Instructions for the task: Wherever the string "other" appears in the entries below, return the line that holds it.

# # #

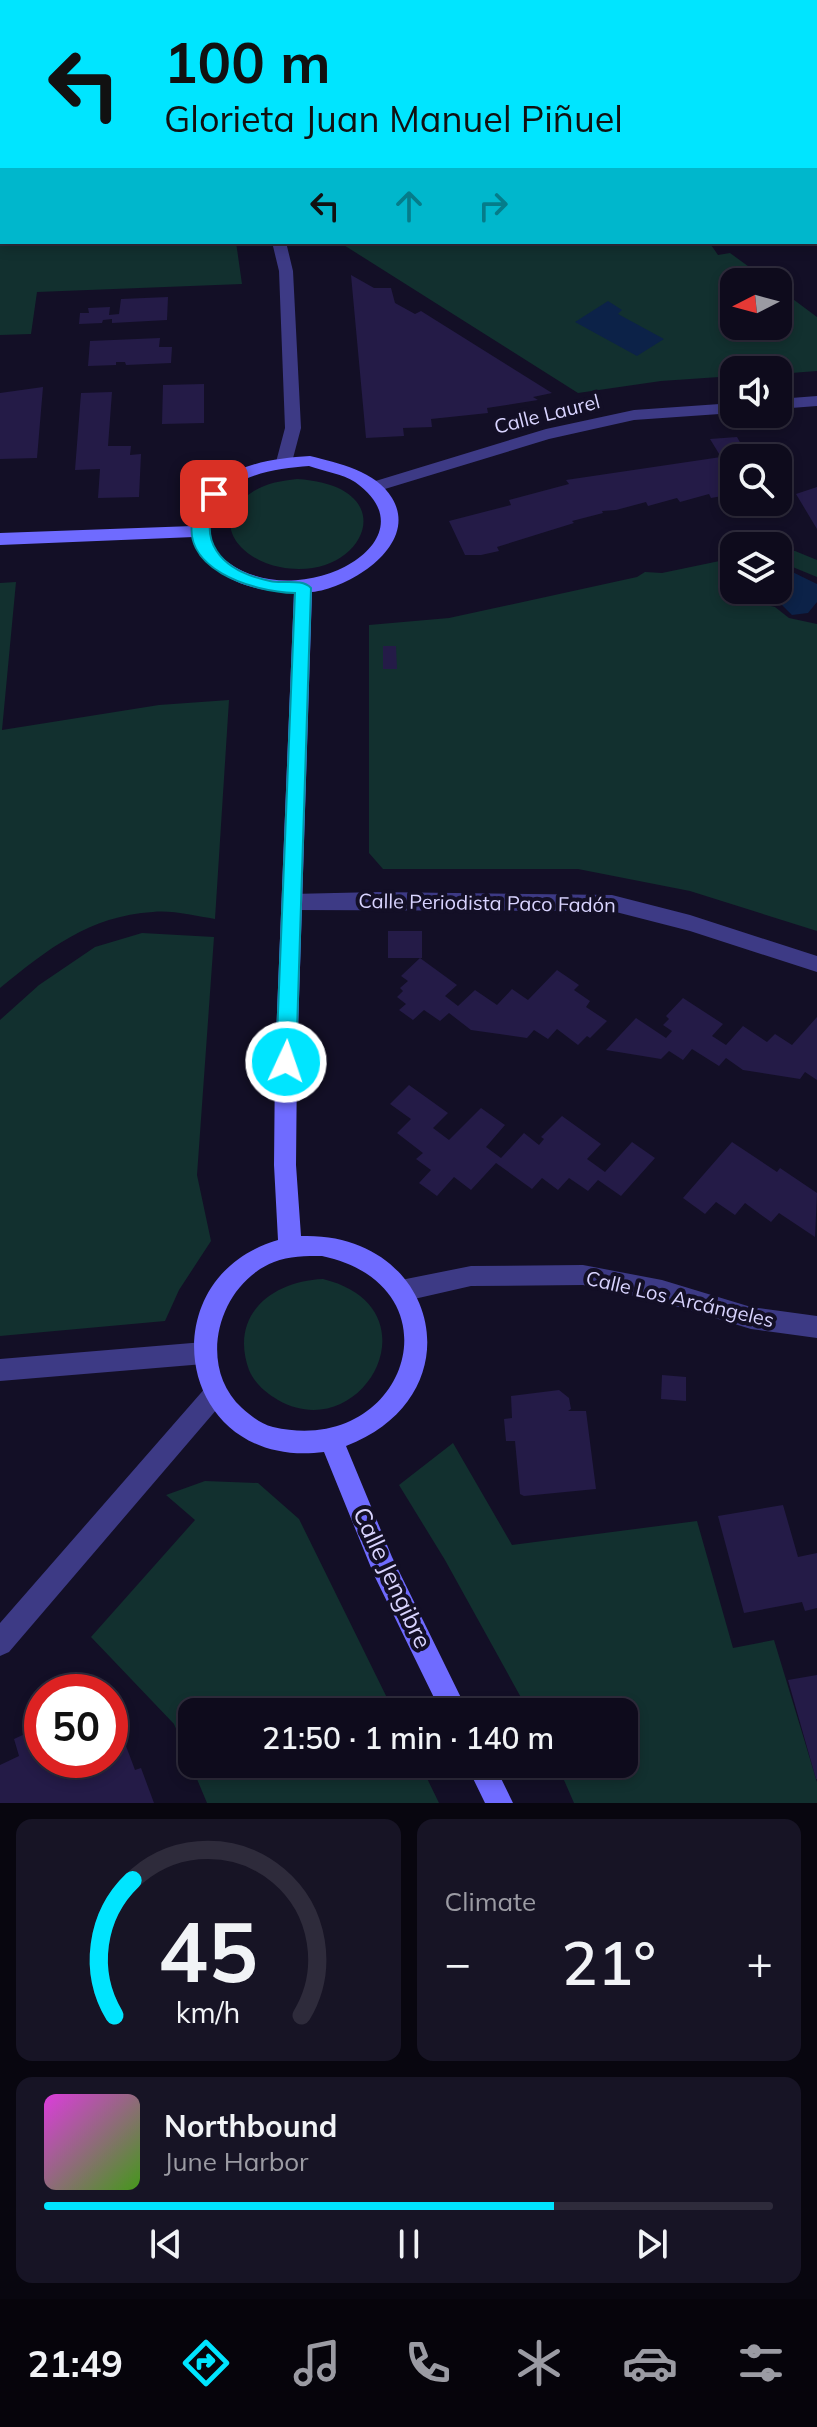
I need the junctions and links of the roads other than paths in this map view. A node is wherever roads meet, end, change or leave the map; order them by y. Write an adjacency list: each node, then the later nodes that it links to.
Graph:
1 (233, 0): 2 (street)
2 (263, 0)
3 (279, 244): 7 (street)
4 (817, 401): 5 (street)
5 (792, 403)
6 (720, 409): 8 (street, Calle Laurel)
7 (284, 462): 8 (main road); 9 (main road)
8 (375, 487): 11 (main road)
9 (200, 531): 10 (main road); 11 (main road)
10 (0, 539)
11 (303, 588): 12 (main road)
12 (292, 902): 13 (street, Calle Periodista Paco Fadón); 14 (main road)
13 (817, 964)
14 (290, 1248): 15 (main road); 17 (main road)
15 (401, 1291): 16 (street, Calle Los Arcángeles); 20 (main road)
16 (817, 1327)
17 (204, 1353): 18 (street); 19 (main road)
18 (0, 1370)
19 (215, 1394): 20 (main road); 21 (street)
20 (332, 1442): 22 (main road, Calle Jengibre)
21 (0, 1643)
22 (448, 1698)
23 (487, 1778): 24 (main road)
24 (499, 1803)

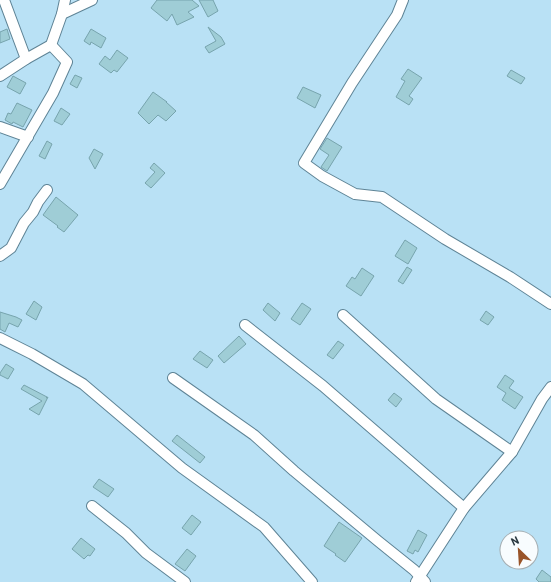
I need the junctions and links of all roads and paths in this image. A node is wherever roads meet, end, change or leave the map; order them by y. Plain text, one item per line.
1 (4, 0) edge
2 (65, 0) edge
3 (92, 0) edge
4 (404, 0) edge
5 (62, 14) junction
6 (51, 45) junction
7 (26, 59) junction
8 (0, 76) edge
9 (0, 127) edge
10 (28, 137) junction
11 (0, 184) edge
12 (47, 190) dead end
13 (0, 256) edge
14 (551, 304) edge
15 (343, 315) dead end
16 (245, 325) dead end
17 (0, 339) edge
18 (174, 378) dead end
19 (551, 387) edge
20 (512, 452) junction
21 (92, 506) dead end
22 (464, 508) junction
23 (420, 580) edge
24 (185, 582) edge
25 (312, 582) edge

1 - 7 street
2 - 5 street
3 - 5 street
4 - 14 street
5 - 6 street
6 - 7 street
6 - 10 street
7 - 8 street
9 - 10 street
10 - 11 street
12 - 13 street
15 - 20 street
16 - 22 street
17 - 25 street
18 - 23 street
19 - 20 street
20 - 22 street
21 - 24 street
22 - 23 street

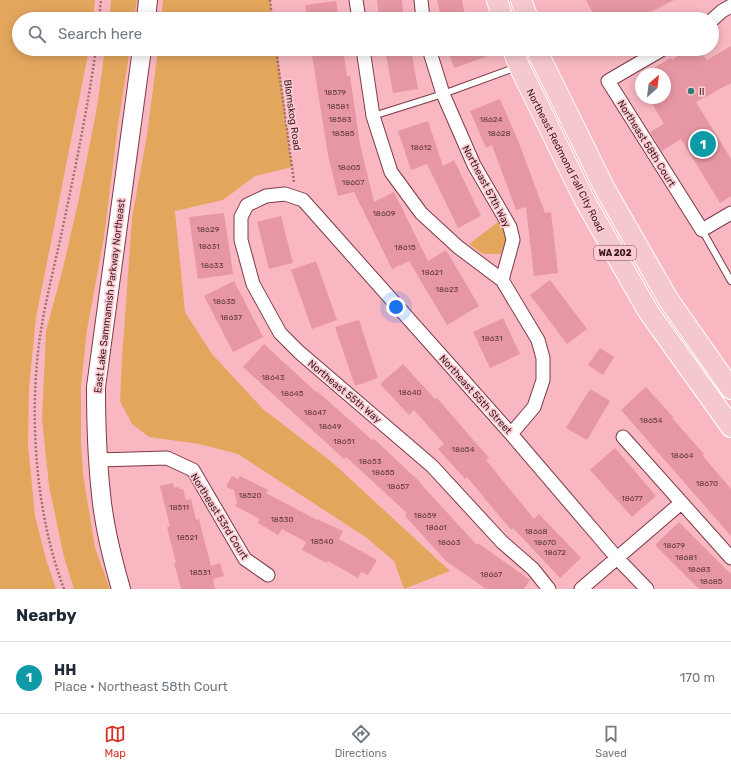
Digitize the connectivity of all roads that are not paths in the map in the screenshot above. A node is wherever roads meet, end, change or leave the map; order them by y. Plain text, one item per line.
1 (148, 0) edge
2 (356, 0) edge
3 (420, 0) edge
4 (497, 0) edge
5 (521, 0) edge
6 (731, 6) edge
7 (147, 12) edge
8 (358, 12) edge
9 (422, 12) edge
10 (501, 12) edge
11 (525, 12) edge
12 (719, 14) edge
13 (141, 56) edge
14 (364, 56) edge
15 (431, 56) edge
16 (540, 56) edge
17 (651, 56) edge
18 (516, 58) edge
19 (444, 94) junction
20 (373, 116) junction
21 (303, 200) joint
22 (731, 213) edge
23 (702, 230) junction
24 (502, 280) junction
25 (731, 281) edge
26 (731, 389) edge
27 (731, 427) edge
28 (511, 434) junction
29 (623, 437) dead end
30 (98, 460) junction
31 (681, 503) junction
32 (617, 558) junction
33 (731, 558) edge
34 (268, 575) dead end
35 (121, 589) edge
36 (549, 589) edge
37 (581, 589) edge
38 (647, 589) edge

1 - 7 main road
2 - 8 street
3 - 9 street
4 - 10 main road
5 - 11 main road
6 - 12 street
13 - 30 main road, East Lake Sammamish Parkway Northeast
14 - 20 street
15 - 19 street, Northeast 57th Way
16 - 26 main road, WA 202
17 - 23 street, Northeast 58th Court
18 - 19 lane
18 - 27 main road, Northeast Redmond Fall City Road / WA 202
19 - 20 lane
19 - 24 street, Northeast 57th Way
20 - 24 street
21 - 28 street, Northeast 55th Street
21 - 36 street, Northeast 55th Way
22 - 23 street
23 - 25 lane
24 - 28 street
28 - 32 street, Northeast 55th Street
29 - 31 street
30 - 34 street, Northeast 53rd Court
30 - 35 main road, East Lake Sammamish Parkway Northeast
31 - 32 street
31 - 33 street
32 - 37 street
32 - 38 street, Northeast 55th Street

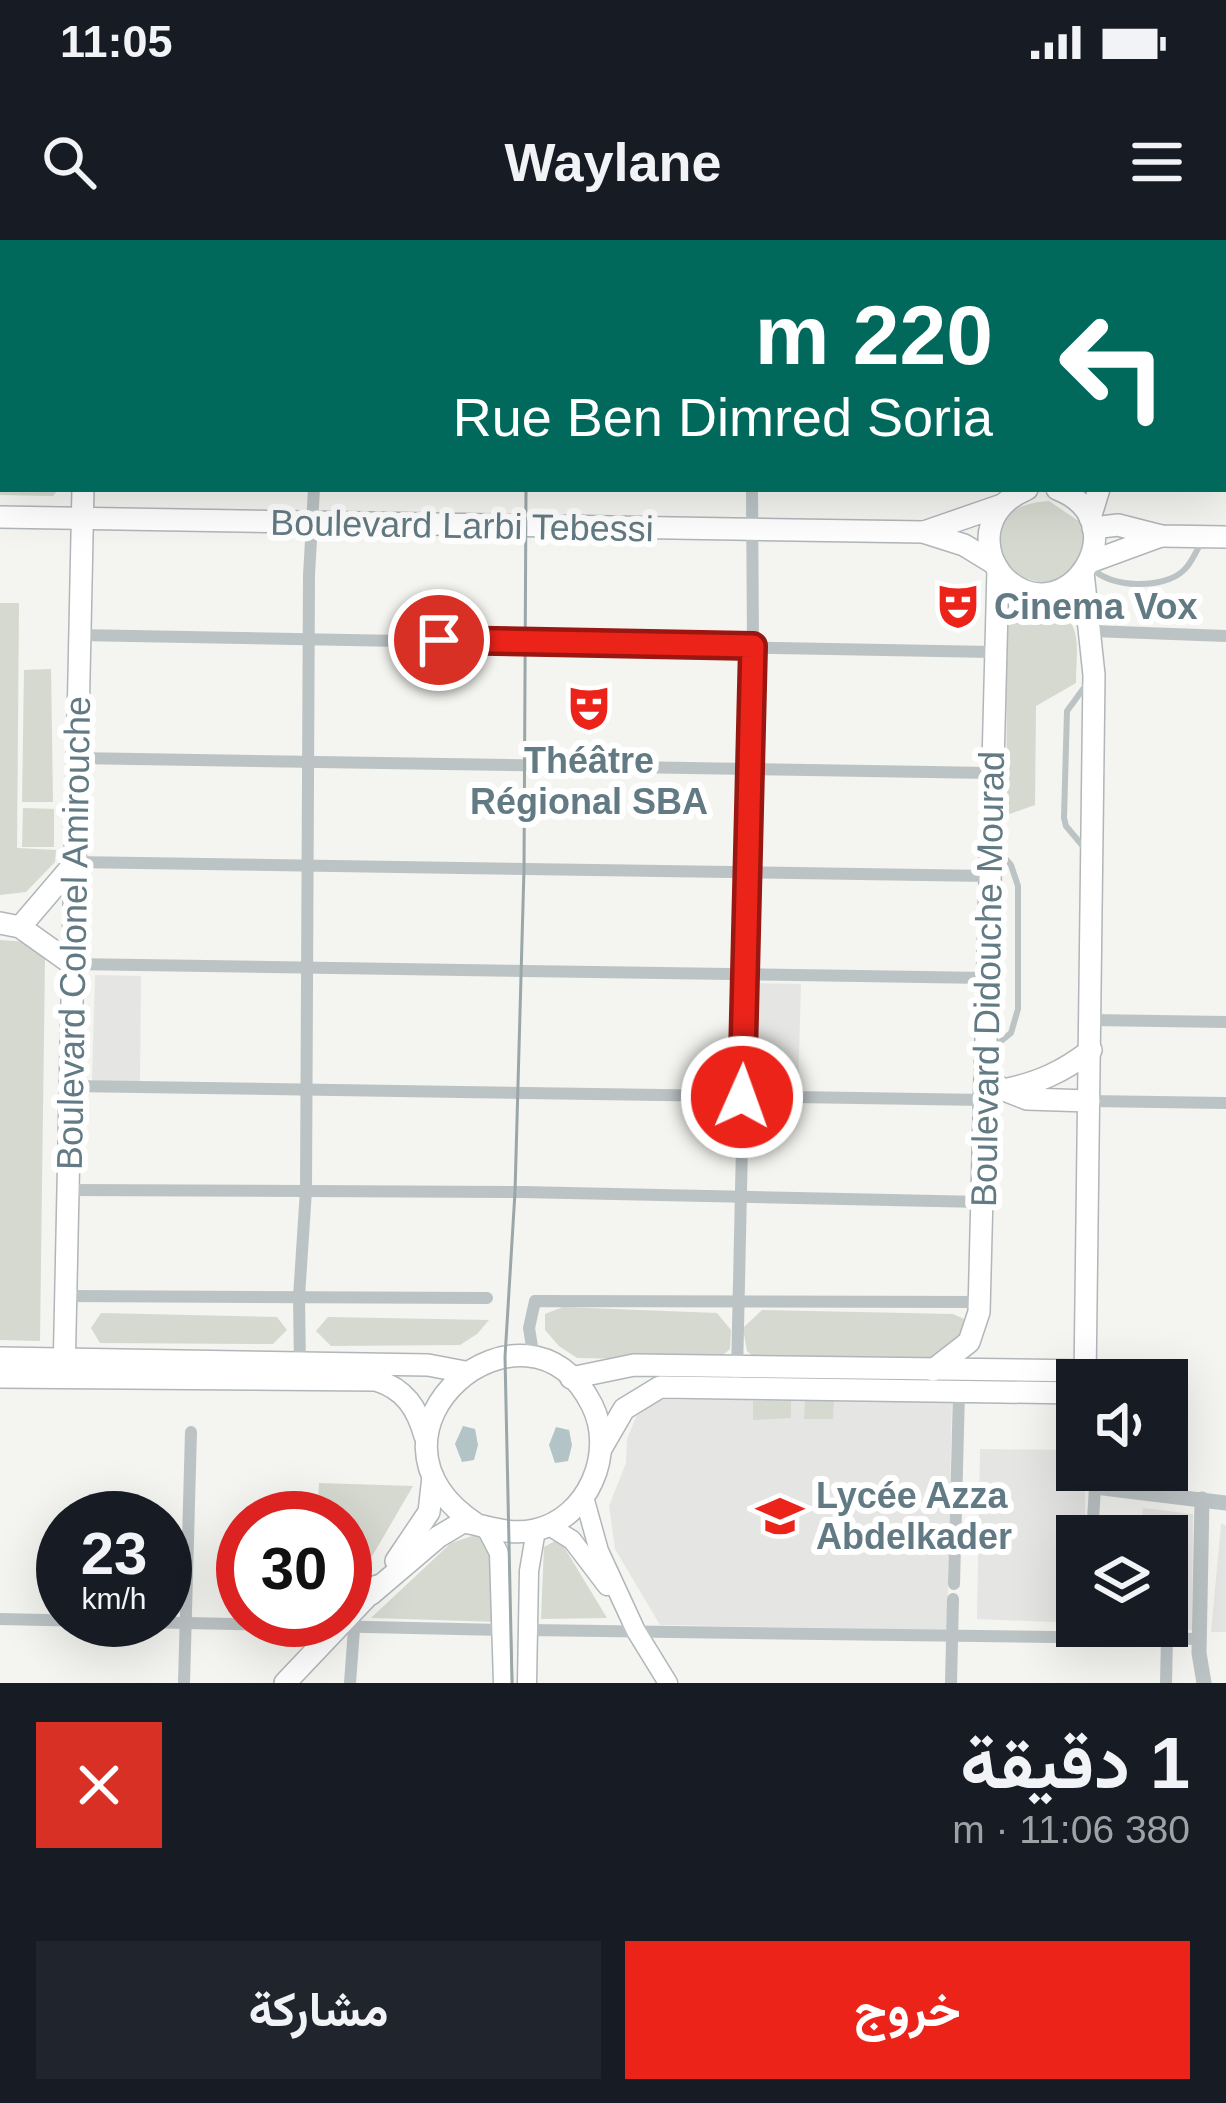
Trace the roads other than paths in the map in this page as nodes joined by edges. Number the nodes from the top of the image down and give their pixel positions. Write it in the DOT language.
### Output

# # #

Result for this exercise:
I need the junctions and links of the roads other than paths in this map view. A node is wherever roads meet, end, change or leave the map; order them by y. Write an adjacency list: each node, then the later nodes that it links to.
Trace the roads other than paths in the map in this page as nodes joined by edges. Number the nodes from the top of the image down and give their pixel positions. Write it in the DOT language.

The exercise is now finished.